Поленов посчитал своим долгом не только картинами выразить солидарность с народом, сражающимся за свободу.

В середине сентября он выехал из Петербурга и 24 сентября прибыл в столицу Сербии Белград (Београд — как назывался он по-сербски), в тот же день начинает он вести дневник, вернее, путевые заметки, в которых описано его путешествие от Киева до Белграда, а потом от Белграда до Делиграда, тыла сербской армии. Дневник мирный, в нем множество наблюдений и рассуждений.

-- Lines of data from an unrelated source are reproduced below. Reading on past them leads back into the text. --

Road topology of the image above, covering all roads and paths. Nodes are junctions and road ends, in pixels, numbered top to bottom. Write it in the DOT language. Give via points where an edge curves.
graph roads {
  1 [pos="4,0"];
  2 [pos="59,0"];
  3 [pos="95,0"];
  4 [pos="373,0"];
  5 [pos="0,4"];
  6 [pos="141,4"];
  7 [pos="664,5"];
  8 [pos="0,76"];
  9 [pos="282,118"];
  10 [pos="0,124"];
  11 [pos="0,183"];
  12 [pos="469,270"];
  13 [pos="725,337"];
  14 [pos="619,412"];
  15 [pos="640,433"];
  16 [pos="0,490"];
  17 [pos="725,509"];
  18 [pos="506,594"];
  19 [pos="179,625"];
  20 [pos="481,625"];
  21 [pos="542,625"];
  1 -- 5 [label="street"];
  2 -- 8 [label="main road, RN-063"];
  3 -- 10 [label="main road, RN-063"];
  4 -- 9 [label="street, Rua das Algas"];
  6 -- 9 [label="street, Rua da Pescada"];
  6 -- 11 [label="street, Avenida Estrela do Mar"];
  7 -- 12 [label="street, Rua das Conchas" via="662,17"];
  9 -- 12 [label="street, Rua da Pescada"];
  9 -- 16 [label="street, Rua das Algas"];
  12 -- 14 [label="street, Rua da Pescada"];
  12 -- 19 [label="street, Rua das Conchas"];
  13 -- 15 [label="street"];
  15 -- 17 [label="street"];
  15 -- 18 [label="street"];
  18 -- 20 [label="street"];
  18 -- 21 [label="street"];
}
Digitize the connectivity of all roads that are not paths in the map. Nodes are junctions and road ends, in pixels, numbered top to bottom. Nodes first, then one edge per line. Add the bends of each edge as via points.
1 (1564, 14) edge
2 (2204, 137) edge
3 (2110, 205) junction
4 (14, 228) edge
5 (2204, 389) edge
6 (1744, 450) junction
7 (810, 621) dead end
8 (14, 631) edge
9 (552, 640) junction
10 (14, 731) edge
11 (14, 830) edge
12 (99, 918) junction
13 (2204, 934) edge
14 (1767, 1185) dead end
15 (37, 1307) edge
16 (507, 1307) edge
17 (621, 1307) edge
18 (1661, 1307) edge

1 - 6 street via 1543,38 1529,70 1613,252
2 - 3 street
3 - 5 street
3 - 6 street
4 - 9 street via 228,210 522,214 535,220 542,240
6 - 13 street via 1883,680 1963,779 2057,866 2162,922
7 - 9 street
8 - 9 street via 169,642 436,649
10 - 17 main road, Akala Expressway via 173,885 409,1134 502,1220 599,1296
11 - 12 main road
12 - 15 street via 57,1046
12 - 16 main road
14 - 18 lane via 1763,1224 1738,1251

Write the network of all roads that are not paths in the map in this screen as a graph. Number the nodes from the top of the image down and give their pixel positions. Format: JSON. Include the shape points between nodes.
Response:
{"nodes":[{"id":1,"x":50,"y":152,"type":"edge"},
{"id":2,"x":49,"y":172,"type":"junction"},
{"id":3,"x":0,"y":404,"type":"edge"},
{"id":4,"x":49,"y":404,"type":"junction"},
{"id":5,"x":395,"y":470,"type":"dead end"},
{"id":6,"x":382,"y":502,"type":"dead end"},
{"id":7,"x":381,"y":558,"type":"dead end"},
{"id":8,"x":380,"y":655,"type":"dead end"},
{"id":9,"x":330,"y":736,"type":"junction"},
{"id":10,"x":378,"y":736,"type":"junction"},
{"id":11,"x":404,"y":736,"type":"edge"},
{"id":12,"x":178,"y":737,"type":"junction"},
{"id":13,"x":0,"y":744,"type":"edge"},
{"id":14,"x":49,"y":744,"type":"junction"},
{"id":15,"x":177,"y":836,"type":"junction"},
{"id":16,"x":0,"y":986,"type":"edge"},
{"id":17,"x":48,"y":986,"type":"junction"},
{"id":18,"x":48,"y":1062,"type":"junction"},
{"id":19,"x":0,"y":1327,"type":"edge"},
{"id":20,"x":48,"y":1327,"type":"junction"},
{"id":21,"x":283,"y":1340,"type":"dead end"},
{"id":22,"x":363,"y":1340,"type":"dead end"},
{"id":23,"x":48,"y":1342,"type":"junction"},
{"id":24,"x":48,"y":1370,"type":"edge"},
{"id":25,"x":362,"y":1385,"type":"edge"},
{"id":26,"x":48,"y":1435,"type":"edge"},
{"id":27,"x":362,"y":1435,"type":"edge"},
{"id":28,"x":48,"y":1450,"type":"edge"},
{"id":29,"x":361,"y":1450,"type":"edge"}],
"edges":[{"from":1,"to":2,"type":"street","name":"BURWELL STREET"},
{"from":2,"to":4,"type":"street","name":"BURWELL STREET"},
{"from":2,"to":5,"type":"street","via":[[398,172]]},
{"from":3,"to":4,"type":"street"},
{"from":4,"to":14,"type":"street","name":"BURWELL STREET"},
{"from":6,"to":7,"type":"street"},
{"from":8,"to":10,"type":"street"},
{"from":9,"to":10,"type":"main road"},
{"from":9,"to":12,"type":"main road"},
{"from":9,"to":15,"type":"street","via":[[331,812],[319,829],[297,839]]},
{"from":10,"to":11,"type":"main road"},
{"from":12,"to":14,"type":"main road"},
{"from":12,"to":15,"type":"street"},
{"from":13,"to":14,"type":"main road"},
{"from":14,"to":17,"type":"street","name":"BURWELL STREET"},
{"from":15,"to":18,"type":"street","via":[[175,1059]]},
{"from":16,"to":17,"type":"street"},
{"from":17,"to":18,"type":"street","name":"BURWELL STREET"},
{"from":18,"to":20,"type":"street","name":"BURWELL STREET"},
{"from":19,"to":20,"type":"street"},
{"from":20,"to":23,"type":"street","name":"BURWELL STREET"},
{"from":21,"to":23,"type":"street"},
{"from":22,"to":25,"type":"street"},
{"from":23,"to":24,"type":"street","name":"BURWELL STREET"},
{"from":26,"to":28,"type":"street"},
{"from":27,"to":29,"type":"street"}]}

Рассказ о знакомстве с генералом Черняевым, который, как выяснилось, получил разрешение служить в сербской армии лишь после того, как добрался до Сербии, вопреки запрещению Третьего отделения. В Сербию он, собственно, попал потому, что ему запретили ехать в Боснию и Герцеговину, куда он думал поехать вначале. Как видно из дневника, Черняев Поленову понравился. Сохранилось ли это впечатление до конца? Едва ли.

Вернувшись в Россию, Поленов рассказывал, что Черняев ведет себя совершенным мальчиком: демонстративно пьет шампанское, когда вокруг голодают, окружил себя почетным эскортом; все в национальных одеждах: боснийцы, черногорцы, сербы и т. д. — все в костюмах, шитых золотом…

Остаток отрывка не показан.